Trois ans plus tôt, la légende de la natation Michael Phelps se confiait lui aussi sur sa dépression, ses anxiétés, son rapport à l’alcool, ses idées suicidaires. Ce dernier a d’ailleurs expliqué que les images de Simone Biles se mettant en retrait des JO de Tokyo lui avaient “brisé le cœur”. “Les JO sont quelque chose qui peuvent vous submerger, il y a beaucoup d’émotions en jeu, je pourrais vous en causer pendant des heures”, a-t-il indiqué sur la chaîne de télévision NBC.
“Quand on écoute les sportifs, ils nous disent qu’ils sont considérés comme des produits de consommation, bons à jeter quand ils sont périmés, surtout dans le haut niveau”, regrette Véronique Lebar. “Il faut vraiment casser cette image du sportif, admettre qu’ils sont des gens normaux, car cette image les bloque. Résultat, les dépressions sont prises en compte très en retard, et ils ont du mal à s’en sortir”, poursuit-elle.
Humain, trop humain
Les champions sont des humains avant tout. “Ils ne sont pas des ordinateurs. Simone Biles n’est pas Zoro ou Batman, elle est une championne, mais une championne humaine, et elle restera une championne, qu’elle se retire complètement des JO ou pas”, affirme Véronique Lebar.
La quadruple championne olympique semble de cet avis. “En fin de compte, nous sommes aussi humains, nous devons protéger notre esprit et notre corps, plutôt que de faire ce que le monde attend de nous”, a-t-elle souligné. “Ce que j’ai décidé montre le pouvoir des sportifs, je me suis assurée que je protégeais ma santé mentale et mon bien-être, je ne voulais pas risquer de me faire mal ou de faire quelque chose de stupide en participant à cette compétition. Je veux me concentrer sur mon bien-être, il y a plus dans la vie que la gym.”

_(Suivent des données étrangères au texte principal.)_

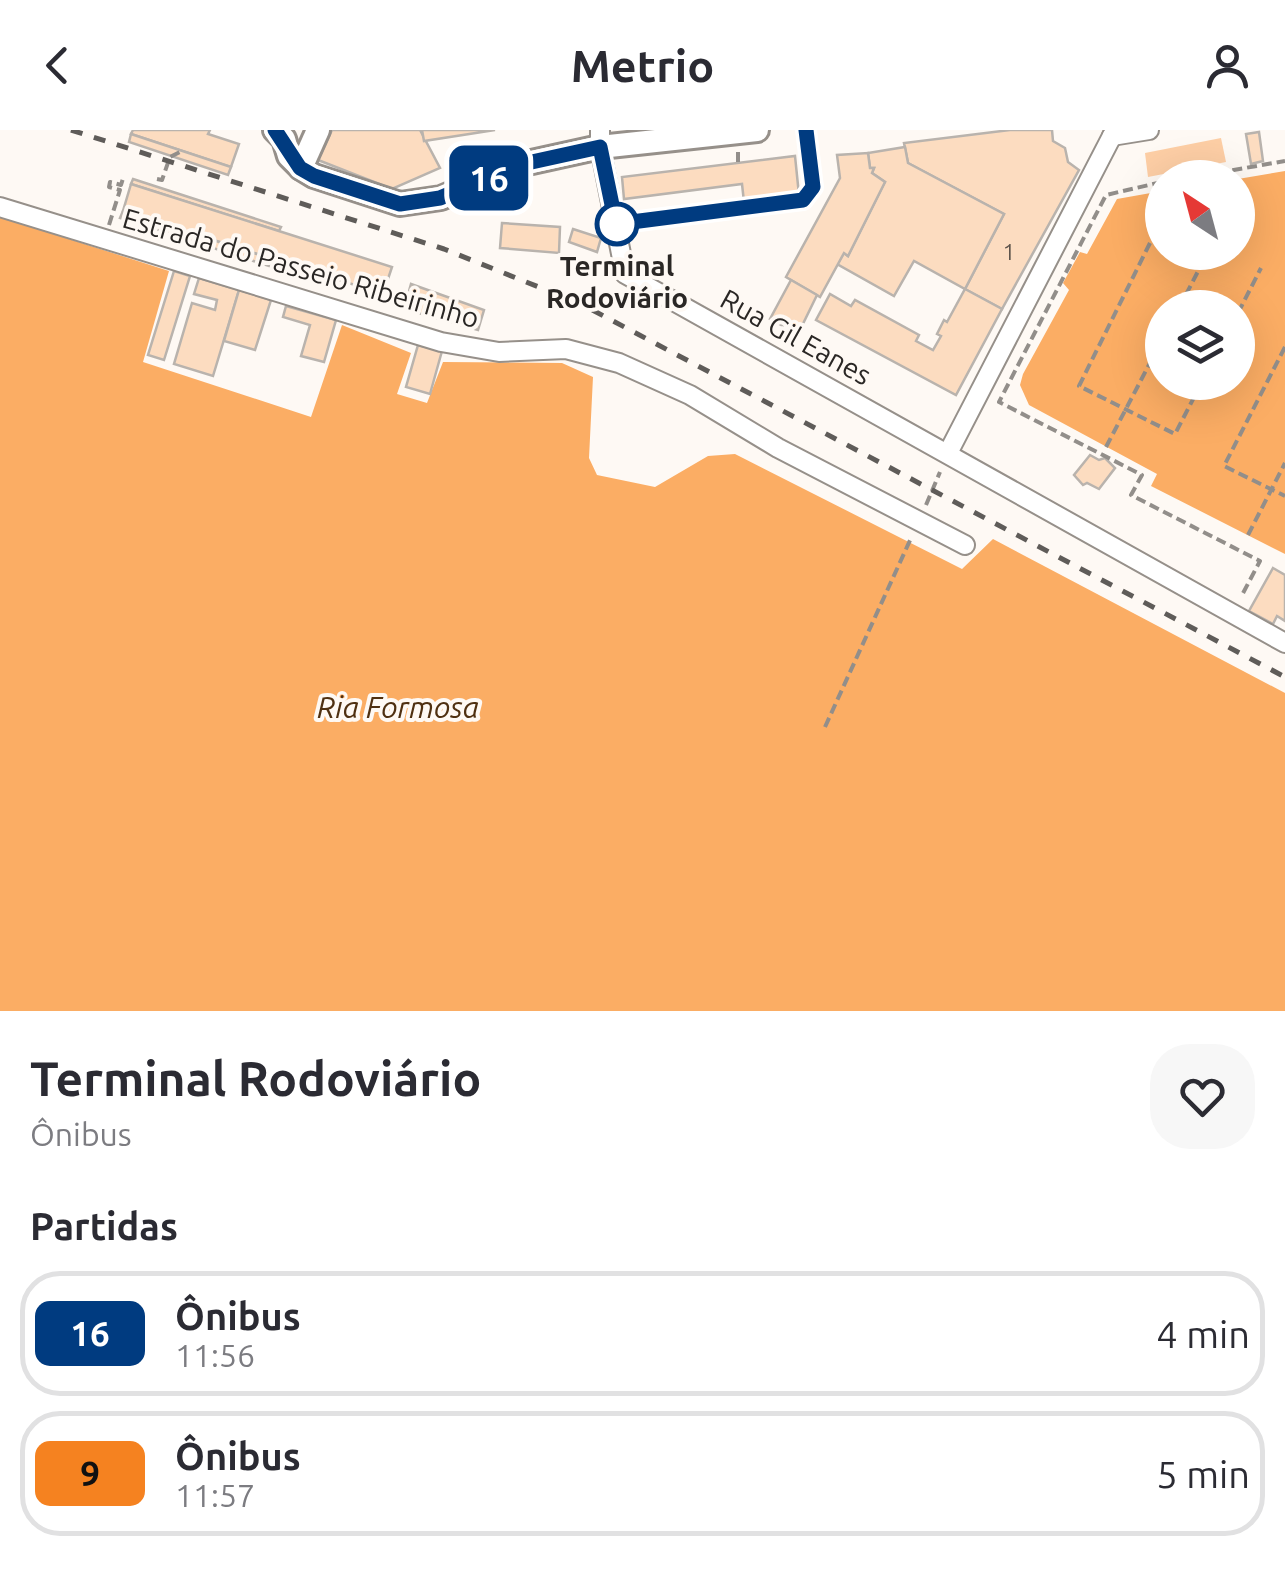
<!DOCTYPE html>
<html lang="pt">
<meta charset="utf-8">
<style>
body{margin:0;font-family:Ubuntu,sans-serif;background:#f7f7f7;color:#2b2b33;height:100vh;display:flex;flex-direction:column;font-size:38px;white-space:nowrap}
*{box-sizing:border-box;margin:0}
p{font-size:32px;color:#7c7c81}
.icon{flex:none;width:55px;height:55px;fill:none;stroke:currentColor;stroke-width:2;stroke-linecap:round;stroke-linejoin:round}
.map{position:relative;height:881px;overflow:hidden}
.drawer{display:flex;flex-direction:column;background:#fff;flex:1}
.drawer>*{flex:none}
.badge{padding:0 20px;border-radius:15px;font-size:35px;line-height:65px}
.needle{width:65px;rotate:324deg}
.controls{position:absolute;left:1145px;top:30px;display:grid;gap:20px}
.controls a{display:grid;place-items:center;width:110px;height:110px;border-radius:50%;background:#fff;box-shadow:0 10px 40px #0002;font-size:50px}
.map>.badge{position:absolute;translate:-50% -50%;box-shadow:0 0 0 5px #fff}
h2{padding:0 30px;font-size:38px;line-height:90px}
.round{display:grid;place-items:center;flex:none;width:105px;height:105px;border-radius:40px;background:#f7f7f7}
.head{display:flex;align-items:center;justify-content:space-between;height:170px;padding:0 30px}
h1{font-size:48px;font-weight:700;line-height:75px}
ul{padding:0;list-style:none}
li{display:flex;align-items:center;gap:30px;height:125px;margin:0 20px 15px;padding:0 10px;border:5px solid #e1e1e2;border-radius:40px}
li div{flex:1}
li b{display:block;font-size:38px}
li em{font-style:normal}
li .badge{min-width:110px;font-weight:700;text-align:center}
header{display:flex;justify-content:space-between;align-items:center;height:130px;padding:0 30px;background:#fff;font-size:45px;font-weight:700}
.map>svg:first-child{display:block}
.green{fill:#fdcea5}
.water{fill:#fbad64;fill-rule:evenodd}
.building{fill:#fcdcc0;stroke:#b9b3ad;stroke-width:2.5}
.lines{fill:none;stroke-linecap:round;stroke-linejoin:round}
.service-casing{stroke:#96908a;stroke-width:14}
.minor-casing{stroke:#96908a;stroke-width:22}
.tertiary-casing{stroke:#96908a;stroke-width:28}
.path{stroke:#928e8a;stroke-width:4;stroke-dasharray:10 5;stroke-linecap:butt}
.service{stroke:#fff;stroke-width:9}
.minor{stroke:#fff;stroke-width:18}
.tertiary{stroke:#fff;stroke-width:22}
.rail{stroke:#5f5c59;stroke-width:5;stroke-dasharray:12 12;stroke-linecap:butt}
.line-casing{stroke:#fff;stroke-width:22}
.line{stroke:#003b80;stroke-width:15}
.stop-dot{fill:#fff;stroke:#003b80;stroke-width:5}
.labels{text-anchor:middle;stroke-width:8;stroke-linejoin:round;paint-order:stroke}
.number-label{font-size:22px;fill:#5e544c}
.stop-label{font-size:28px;font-weight:bold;fill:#2a2725;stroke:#fef9f4}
.street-label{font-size:28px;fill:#2a2725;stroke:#fef9f4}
.water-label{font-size:30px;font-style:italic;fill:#4f3011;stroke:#fef9f4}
</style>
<header><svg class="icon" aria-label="back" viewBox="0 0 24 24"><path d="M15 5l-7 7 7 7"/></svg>Metrio<svg class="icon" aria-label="person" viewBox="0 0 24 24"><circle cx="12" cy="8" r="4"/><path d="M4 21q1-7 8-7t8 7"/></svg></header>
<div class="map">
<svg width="1285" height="881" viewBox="0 0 1285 881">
<rect width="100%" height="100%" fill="#fef9f4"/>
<path class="green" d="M1221,8L1226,32L1148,47L1145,23Z"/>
<g class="water">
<path d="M1285,41V424L1151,356L1157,344L1029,275L1020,255L1023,244L1069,160L1063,153L1080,122L1087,124L1117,69L1162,61V122H1238V49ZM1162,178H1238V252H1162Z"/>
<path d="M0,87L169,141L143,232L311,287L342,195L411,223L397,264L427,273L443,232L562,233L593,247L589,328L597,345L655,357L708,326L735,324L962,439L993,409L1285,563V881H0Z"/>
</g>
<g class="building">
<path d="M133,0H210L208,4L239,14L231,37L131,4Z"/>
<path d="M332,0H420L440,38L392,59L318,30Z"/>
<path d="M422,0H495L424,11Z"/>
<path d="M1010,0H1052L1053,11L1065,18L1068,32L1079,40L1002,179L965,159L1004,84L908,33L904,13Z"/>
<path d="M1259,2L1263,31L1251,34L1246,4Z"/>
<path d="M131,4L231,37L228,45L129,12Z"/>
<path d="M905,17L908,33L1004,84L965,159L914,131L894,166L837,134L844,123L848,126L885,52L872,43L874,38H870L868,23Z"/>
<path d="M868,23L870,38H874L872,43L885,52L848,126L844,123L820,167L786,147L840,48L837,25Z"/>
<path d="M795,26L799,65L744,72L742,54L624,69L622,47Z"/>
<path d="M133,49L281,97L279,101L131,54Z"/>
<path d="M131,54L392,137L383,164L123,81Z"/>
<path d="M123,81L272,129L269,136L120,88Z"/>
<path d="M502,93L560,97L559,123L500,118Z"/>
<path d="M573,99L601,108L597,122L569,112Z"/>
<path d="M174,141L190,146L164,230L148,225Z"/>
<path d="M199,148L239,160L213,246L174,234L192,173L215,180L217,170L194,164Z"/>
<path d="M791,150L817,165L798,204L770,189Z"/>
<path d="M411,154L484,180L478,200L404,179Z"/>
<path d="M965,159L1002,179L956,265L816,190L830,164L851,176L855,170L919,205L916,211L933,220L941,206L937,204L944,190L947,192Z"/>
<path d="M239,160L271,170L255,220L224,211Z"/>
<path d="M286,176L336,190L324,232L301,226L310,195L283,187Z"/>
<path d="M418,215L442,221L430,264L406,257Z"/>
<path d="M1090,325L1099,330L1105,328L1115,338L1099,359L1087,353L1083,355L1074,345Z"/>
<path d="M1273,438L1285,445V491L1277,486L1273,494L1249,481Z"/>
</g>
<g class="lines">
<g class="service-casing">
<path id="service" d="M617,94L803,71L813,57L806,0"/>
</g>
<g class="minor-casing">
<g id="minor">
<path d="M600,0V17L625,144L1285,513"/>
<path d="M1112,6L1149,0"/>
<path d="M0,77L441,212L499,222L566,219L619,233L690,265L778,318L965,415"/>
<path d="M948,323L1112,6"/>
</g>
</g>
<g class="tertiary-casing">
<g id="tertiary">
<path d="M275,0L284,9L289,26L301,38L314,46L400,74L441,68L518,35L600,17L757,0"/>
<path d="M301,38L318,0"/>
</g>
</g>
<g class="path">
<path d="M738,22V32"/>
<path d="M1188,48L1285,31"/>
<path d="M157,49L162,50L170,27L182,21"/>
<path d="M1162,52L1106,65L999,272L1142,345L1131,365L1260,431L1241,467"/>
<path d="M109,95L120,60L109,57L110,52L121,55L124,45"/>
<path d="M1150,113L1079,256L1175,304L1202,252"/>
<path d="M1179,178L1208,122"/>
<path d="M1238,183L1261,138"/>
<path d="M1285,217L1224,336L1285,366"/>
<path d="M1106,317L1162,210"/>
<path d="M926,375L940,342"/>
<path d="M1248,405L1285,333"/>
<path d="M825,597L912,406"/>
</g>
<use href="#service" class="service"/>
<use href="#minor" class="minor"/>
<use href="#tertiary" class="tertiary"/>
<path class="rail" d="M71,0L444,119L581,174L1285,547"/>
</g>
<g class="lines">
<g class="line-casing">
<path id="line" d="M275,0L300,38L314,46L400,74L440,68L518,35L600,17L616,94L803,70L813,57L806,0"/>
</g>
<use href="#line" class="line"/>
</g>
<circle class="stop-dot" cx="617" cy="94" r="20"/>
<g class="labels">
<g class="number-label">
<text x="1009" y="130">1</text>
</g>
<g class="stop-label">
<text x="617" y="146">Terminal<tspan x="617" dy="32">Rodoviário</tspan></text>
</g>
<g class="street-label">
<text transform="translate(301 138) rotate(16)" y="10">Estrada do Passeio Ribeirinho</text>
<text transform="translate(796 207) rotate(29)" y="10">Rua Gil Eanes</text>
</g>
<g class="water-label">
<text x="398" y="588">Ria Formosa</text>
</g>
</g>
</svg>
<div class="controls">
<a><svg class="needle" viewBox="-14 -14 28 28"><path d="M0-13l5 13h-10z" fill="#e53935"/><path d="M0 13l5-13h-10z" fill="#7c7c81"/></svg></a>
<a><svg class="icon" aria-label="layers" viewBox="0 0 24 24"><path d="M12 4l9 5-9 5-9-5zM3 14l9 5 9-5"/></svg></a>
</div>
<b class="badge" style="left:489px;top:48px;background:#003b80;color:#fff">16</b>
</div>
<section class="drawer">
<div class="head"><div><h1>Terminal Rodoviário</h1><p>Ônibus</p></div><a class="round"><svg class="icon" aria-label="heart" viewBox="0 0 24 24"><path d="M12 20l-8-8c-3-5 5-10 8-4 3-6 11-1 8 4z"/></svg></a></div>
<h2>Partidas</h2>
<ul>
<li><span class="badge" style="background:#003b80;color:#fff">16</span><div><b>Ônibus</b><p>11:56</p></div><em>4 min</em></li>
<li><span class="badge" style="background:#f58220;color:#111">9</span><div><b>Ônibus</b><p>11:57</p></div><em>5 min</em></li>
</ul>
</section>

Le monde du sport est-il en train d’ouvrir les yeux, grâce ces sportifs qui prennent la parole, sur la santé mentale de ses athlètes? Selon Julie-Ann Tullberg, spécialiste de la psychologie dans le sport à l’université Monash en Australie, contactée par l’AFP, “la question de la santé mentale a longtemps été sous-estimée comme cause de la contre-performance dans un environnement sportif aussi intense que les JO. Désormais, les sportifs veulent causer de cette pression ouvertement et librement”, poursuit-elle.
Prise de conscience
La vague de prises de parole sans précédent qui a découlé de l’affaire Weinstein a aussi joué un rôle de taille dans les déclarations de Naomi Osaka ou Simone Biles, selon Véronique Lebar. “Depuis #MeToo, les femmes, les sportifs, les gens en général, causent plus facilement. Sur tout ce qui a trait à l’humain, on observe une libération de la parole”, indique-t-elle.
Depuis l’annonce de son retrait, Simone Biles reçoit un nombre incalculable de messages de soutien, comme cela avait aussi été le cas pour Naomi Osaka. Et la visibilité de tels messages, forts, venant d’aussi grandes athlètes, pourrait changer la donne dans les années à venir. “Il faut pouvoir demander de l’aide quand on vit des périodes difficiles (...) J’espère que ce qu’il s’est passé va permettre aux gens d’ouvrir les yeux (...) Personne n’est parfait, c’est OK parfois de ne pas se sentir OK”, a lancé Michael Phelps. “Sur le terrain, il faut prévenir, anticiper, détecter, libérer la parole, pour qu’aucun sportif n’en arrive à ce que vient de faire Simone Biles”, ajoute Véronique Lebar. À l’heure actuelle, la star américaine est toujours qualifiée pour quatre finales des Jeux olympiques, qui doivent se tenir la semaine prochaine.